As the temperature rises, your running doesn’t need to stop. With some planning ahead, your training can continue throughout the summer.

Running in hot temperatures can have several effects on the body:

  1. Increased Heart Rate: The heart works harder to pump blood to the skin for cooling. This can make an easy pace seem like more effort than it does on a cooler day.
  2. Dehydration: Sweating increases, leading to fluid loss and potential dehydration.
  3. Elevated Core Body Temperature: The body’s internal temperature rises, risking heat-related illnesses like heat exhaustion or heat stroke.
  4. Electrolyte Imbalance: Loss of electrolytes through sweat can lead to muscle cramps and fatigue.
  5. Reduced Performance: Higher temperatures can decrease endurance and overall running performance.
  6. Increased Perceived Exertion: Running feels harder and more tiring due to the body's efforts to cool down.
  7. Risk of Heat Rash: Excessive sweating can cause skin irritation and heat rash. I chafe in areas that aren't a problem in cooler temperatures when I'm running in the heat.
  8. Altered Blood Flow: More blood flows to the skin for cooling, reducing the supply to muscles and organs.
  9. Mental Fatigue: The discomfort and stress of running in heat can lead to mental fatigue and decreased motivation. It can feel discouraging to be struggling at an 'easier' pace!
Rehydrating quickly and effectively after running in the heat is important! A quick protein shake can work wonders to helping your body recover. Bulk protein powders are one of my favourites to use with their huge range of flavours. I find the texture smoother than others I have tried!

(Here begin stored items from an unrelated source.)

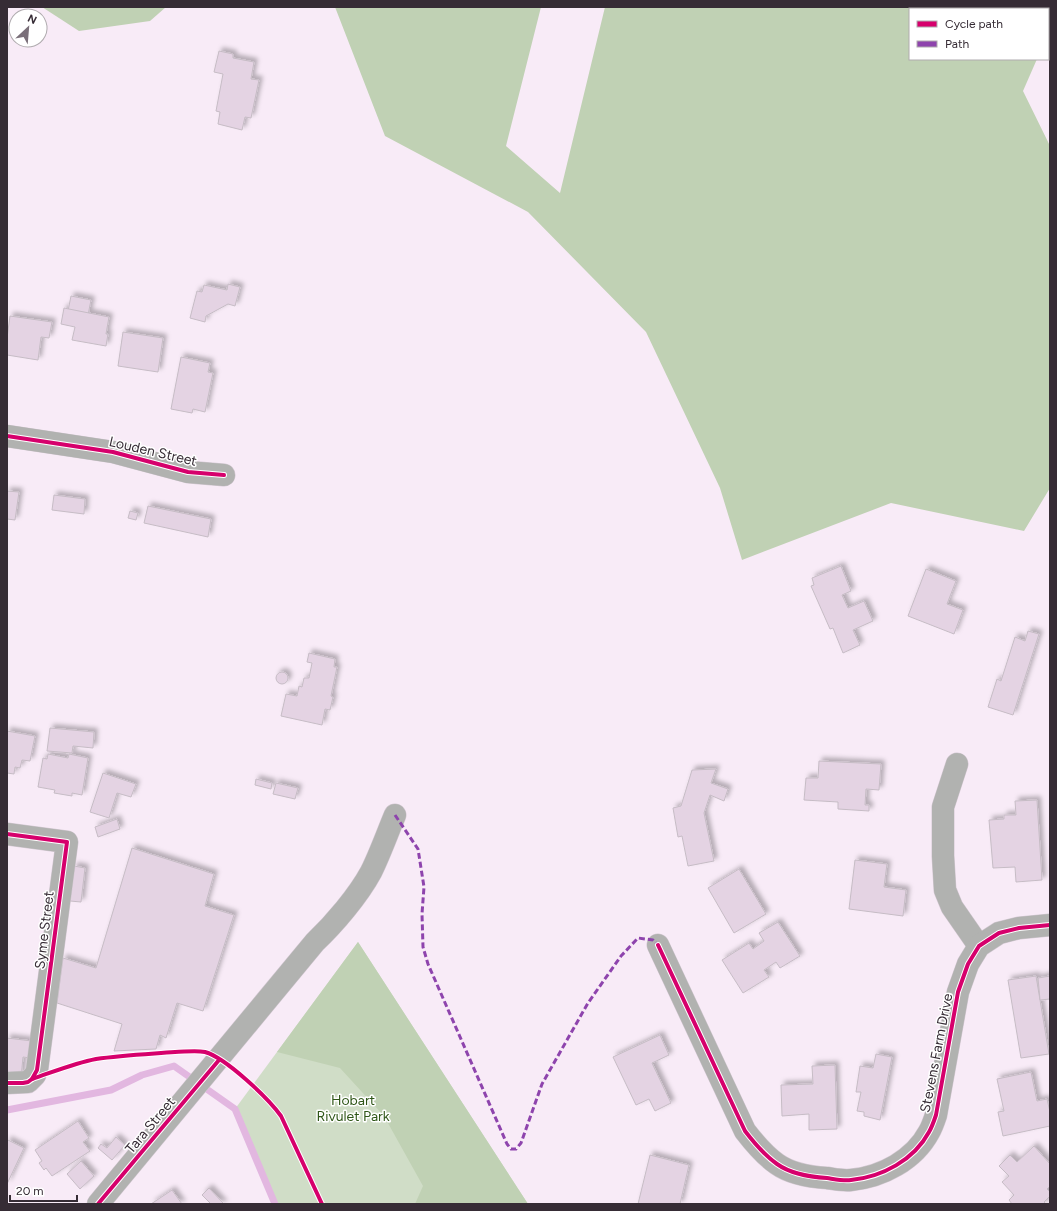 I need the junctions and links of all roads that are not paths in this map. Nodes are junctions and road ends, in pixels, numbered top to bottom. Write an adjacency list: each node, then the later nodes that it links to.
1 (7, 436): 2 (street, Louden Street)
2 (224, 475)
3 (957, 764): 8 (street)
4 (395, 815): 10 (street, Tara Street)
5 (7, 834): 9 (street, Syme Street)
6 (1050, 925): 8 (street, Stevens Farm Drive)
7 (658, 945): 8 (street, Stevens Farm Drive)
8 (979, 946)
9 (7, 1084)
10 (98, 1204)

5 top tips for running in the summer heat

Here are our tips for running in the summer heat:

1. Hydration!

Your body sweats more, meaning you lose more fluids and electrolytes, as the temperature increases. Focus on your hydration and taking in more fluids to counter this if you are running when it is hot.

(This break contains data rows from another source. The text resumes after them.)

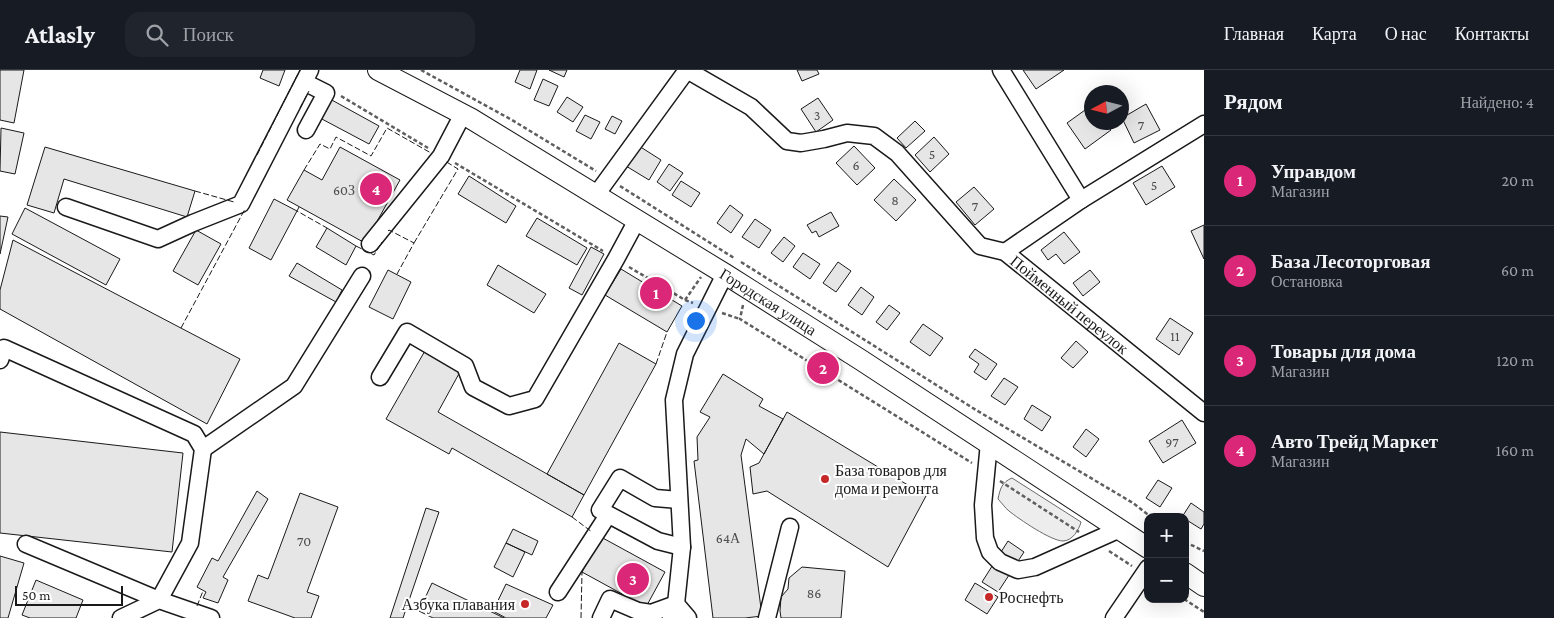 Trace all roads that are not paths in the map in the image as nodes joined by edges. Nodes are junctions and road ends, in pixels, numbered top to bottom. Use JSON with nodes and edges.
{"nodes":[{"id":1,"x":378,"y":70,"type":"edge"},
{"id":2,"x":687,"y":70,"type":"edge"},
{"id":3,"x":1000,"y":70,"type":"edge"},
{"id":4,"x":307,"y":76,"type":"edge"},
{"id":5,"x":463,"y":114,"type":"junction"},
{"id":6,"x":1204,"y":124,"type":"edge"},
{"id":7,"x":306,"y":130,"type":"dead end"},
{"id":8,"x":596,"y":195,"type":"junction"},
{"id":9,"x":1081,"y":200,"type":"junction"},
{"id":10,"x":66,"y":207,"type":"dead end"},
{"id":11,"x":637,"y":220,"type":"junction"},
{"id":12,"x":370,"y":244,"type":"dead end"},
{"id":13,"x":1005,"y":252,"type":"junction"},
{"id":14,"x":725,"y":274,"type":"junction"},
{"id":15,"x":362,"y":276,"type":"dead end"},
{"id":16,"x":0,"y":360,"type":"edge"},
{"id":17,"x":380,"y":377,"type":"dead end"},
{"id":18,"x":1204,"y":413,"type":"edge"},
{"id":19,"x":989,"y":443,"type":"junction"},
{"id":20,"x":203,"y":450,"type":"junction"},
{"id":21,"x":679,"y":500,"type":"junction"},
{"id":22,"x":608,"y":515,"type":"junction"},
{"id":23,"x":790,"y":527,"type":"dead end"},
{"id":24,"x":1120,"y":529,"type":"junction"},
{"id":25,"x":26,"y":544,"type":"dead end"},
{"id":26,"x":1144,"y":545,"type":"edge"},
{"id":27,"x":682,"y":547,"type":"junction"},
{"id":28,"x":1144,"y":574,"type":"edge"},
{"id":29,"x":1189,"y":576,"type":"edge"},
{"id":30,"x":1204,"y":586,"type":"edge"},
{"id":31,"x":558,"y":592,"type":"dead end"},
{"id":32,"x":159,"y":600,"type":"junction"},
{"id":33,"x":674,"y":611,"type":"edge"},
{"id":34,"x":650,"y":616,"type":"edge"},
{"id":35,"x":121,"y":618,"type":"edge"},
{"id":36,"x":211,"y":618,"type":"edge"},
{"id":37,"x":602,"y":618,"type":"edge"},
{"id":38,"x":688,"y":618,"type":"edge"},
{"id":39,"x":766,"y":618,"type":"edge"},
{"id":40,"x":1114,"y":618,"type":"edge"}],
"edges":[{"from":1,"to":5,"type":"main road","name":"Городская улица"},
{"from":2,"to":8,"type":"street"},
{"from":2,"to":13,"type":"street","name":"Пойменный переулок"},
{"from":3,"to":9,"type":"street"},
{"from":4,"to":7,"type":"street"},
{"from":4,"to":10,"type":"street"},
{"from":5,"to":8,"type":"main road","name":"Городская улица"},
{"from":5,"to":12,"type":"street"},
{"from":6,"to":9,"type":"street"},
{"from":8,"to":11,"type":"main road","name":"Городская улица"},
{"from":9,"to":13,"type":"street"},
{"from":11,"to":14,"type":"main road","name":"Городская улица"},
{"from":11,"to":17,"type":"street"},
{"from":13,"to":18,"type":"street","name":"Пойменный переулок"},
{"from":14,"to":19,"type":"main road","name":"Городская улица"},
{"from":14,"to":21,"type":"street"},
{"from":15,"to":20,"type":"street"},
{"from":16,"to":20,"type":"street"},
{"from":19,"to":24,"type":"main road","name":"Городская улица"},
{"from":19,"to":24,"type":"street"},
{"from":20,"to":32,"type":"street"},
{"from":21,"to":22,"type":"street"},
{"from":21,"to":27,"type":"street"},
{"from":22,"to":27,"type":"street"},
{"from":22,"to":31,"type":"street"},
{"from":23,"to":39,"type":"street"},
{"from":24,"to":26,"type":"main road","name":"Городская улица"},
{"from":25,"to":32,"type":"street"},
{"from":27,"to":33,"type":"street"},
{"from":28,"to":40,"type":"street"},
{"from":29,"to":30,"type":"main road"},
{"from":32,"to":35,"type":"street"},
{"from":32,"to":36,"type":"street"},
{"from":33,"to":34,"type":"street"},
{"from":33,"to":38,"type":"street"},
{"from":34,"to":37,"type":"street"}]}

Focus on your hydration before, during and after your run.

Tip for running in the summer - stay hydrated!

2. Avoid mid day

Avoid running in the midday sun whenever possible. Early morning and evening runs will allow you to miss the hottest period of the day.

Generally, temperatures are at the warmest between 12:00-17:00, so aim to run before or after this period when it is cooler.

3. Wear the shorts!

Even if you feel chilly at the start of your run, you will warm up quickly as the temperatures rise.

Avoiding wearing clothing too warm for the weather will allow heat to escape through your skin which is important for keeping your heart rate lower and your body more comfortable.

My favourite shorts to wear are Sweaty Betty power shorts. They have a side pocket large enough for my phone as well as a zipper pocket in the back for my keys.

4. Start slowly

Starting to run slowly in hot weather helps your body gradually acclimate to the increased temperature, reducing the risk of heat-related illnesses. It allows you to monitor how your body responds to the heat, preventing overexertion and dehydration.

5. Watch your speed

Running in the heat is challenging! Be patient and respect the temperature by slowing down.

A slower pace conserves energy and makes it easier to maintain proper hydration levels throughout your run.